**WORK REQUIRED:** Report each line from the data below that holds the word "hand".

(Records from a data collection)
====================
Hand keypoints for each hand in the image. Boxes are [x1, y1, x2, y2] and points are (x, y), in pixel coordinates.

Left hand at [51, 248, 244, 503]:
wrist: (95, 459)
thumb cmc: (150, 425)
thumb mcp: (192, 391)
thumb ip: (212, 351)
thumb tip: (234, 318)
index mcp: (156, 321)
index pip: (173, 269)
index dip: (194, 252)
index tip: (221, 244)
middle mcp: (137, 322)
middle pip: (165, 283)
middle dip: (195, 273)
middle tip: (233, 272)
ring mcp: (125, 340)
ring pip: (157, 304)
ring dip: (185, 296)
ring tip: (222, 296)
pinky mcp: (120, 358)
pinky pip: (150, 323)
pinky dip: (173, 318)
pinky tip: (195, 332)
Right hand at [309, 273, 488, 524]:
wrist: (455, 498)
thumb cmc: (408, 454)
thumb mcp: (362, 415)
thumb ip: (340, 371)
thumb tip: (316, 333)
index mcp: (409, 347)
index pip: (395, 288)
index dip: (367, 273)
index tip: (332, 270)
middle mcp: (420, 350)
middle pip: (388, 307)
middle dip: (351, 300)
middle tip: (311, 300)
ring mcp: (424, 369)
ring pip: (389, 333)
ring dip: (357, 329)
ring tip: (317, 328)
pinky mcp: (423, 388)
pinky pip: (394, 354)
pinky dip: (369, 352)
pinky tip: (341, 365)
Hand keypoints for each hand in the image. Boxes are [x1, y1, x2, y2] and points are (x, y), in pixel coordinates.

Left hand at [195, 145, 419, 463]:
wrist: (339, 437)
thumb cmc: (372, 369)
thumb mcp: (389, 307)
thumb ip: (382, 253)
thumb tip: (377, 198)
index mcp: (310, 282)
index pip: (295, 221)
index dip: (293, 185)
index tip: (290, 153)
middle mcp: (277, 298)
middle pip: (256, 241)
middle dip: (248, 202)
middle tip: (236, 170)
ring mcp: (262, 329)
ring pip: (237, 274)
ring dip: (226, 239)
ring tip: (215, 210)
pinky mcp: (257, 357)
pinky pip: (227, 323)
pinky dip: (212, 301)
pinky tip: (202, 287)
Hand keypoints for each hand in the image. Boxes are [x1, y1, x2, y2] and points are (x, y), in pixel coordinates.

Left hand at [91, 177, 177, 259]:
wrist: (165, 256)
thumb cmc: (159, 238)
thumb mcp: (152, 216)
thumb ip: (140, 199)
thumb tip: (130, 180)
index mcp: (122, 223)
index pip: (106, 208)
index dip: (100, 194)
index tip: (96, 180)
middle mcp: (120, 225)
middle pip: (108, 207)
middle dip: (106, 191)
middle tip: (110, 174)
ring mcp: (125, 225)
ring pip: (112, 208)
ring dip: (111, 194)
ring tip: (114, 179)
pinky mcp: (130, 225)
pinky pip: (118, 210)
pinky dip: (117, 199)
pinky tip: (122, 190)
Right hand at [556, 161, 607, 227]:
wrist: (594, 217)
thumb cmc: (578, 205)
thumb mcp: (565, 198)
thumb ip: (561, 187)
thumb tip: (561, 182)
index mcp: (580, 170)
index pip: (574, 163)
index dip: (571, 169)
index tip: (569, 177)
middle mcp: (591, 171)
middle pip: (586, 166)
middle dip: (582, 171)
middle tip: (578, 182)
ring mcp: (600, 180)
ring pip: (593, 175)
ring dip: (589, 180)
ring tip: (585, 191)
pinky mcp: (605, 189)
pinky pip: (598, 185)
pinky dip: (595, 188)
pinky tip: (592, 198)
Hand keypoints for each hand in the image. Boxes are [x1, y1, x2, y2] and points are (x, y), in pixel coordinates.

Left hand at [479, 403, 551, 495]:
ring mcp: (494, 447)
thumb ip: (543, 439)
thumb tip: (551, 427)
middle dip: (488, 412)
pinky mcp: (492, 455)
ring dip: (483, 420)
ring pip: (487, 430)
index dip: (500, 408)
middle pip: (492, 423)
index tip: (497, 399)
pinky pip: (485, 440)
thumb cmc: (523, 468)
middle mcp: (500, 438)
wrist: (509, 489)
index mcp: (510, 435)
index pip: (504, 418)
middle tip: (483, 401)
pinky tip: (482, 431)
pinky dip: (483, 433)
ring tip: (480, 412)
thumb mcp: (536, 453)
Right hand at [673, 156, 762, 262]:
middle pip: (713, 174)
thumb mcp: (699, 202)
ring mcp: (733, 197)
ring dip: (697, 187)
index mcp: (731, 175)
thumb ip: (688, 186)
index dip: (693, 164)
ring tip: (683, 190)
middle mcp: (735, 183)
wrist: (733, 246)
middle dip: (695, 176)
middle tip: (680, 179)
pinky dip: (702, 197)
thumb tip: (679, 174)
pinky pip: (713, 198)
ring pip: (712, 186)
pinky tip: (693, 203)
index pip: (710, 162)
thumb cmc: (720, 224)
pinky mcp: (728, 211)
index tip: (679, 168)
====================
**ANSWER TO THIS EXERCISE:**
Hand keypoints for each hand in the image. Boxes are [x1, y1, x2, y2] and points are (x, y), in pixel coordinates.
Left hand at [51, 248, 244, 503]:
Right hand at [309, 273, 488, 524]:
Hand keypoints for each hand in the image. Boxes are [x1, y1, x2, y2] and points are (x, y), in pixel coordinates.
Left hand at [195, 145, 419, 463]:
Hand keypoints for each hand in the image. Boxes are [x1, y1, x2, y2] and points are (x, y), in pixel coordinates.
Left hand at [91, 177, 177, 259]:
Right hand at [556, 161, 607, 227]:
Hand keypoints for each hand in the image. Boxes are [x1, y1, x2, y2] and points are (x, y), in pixel coordinates.
Left hand at [479, 403, 551, 495]:
Right hand at [673, 156, 762, 262]:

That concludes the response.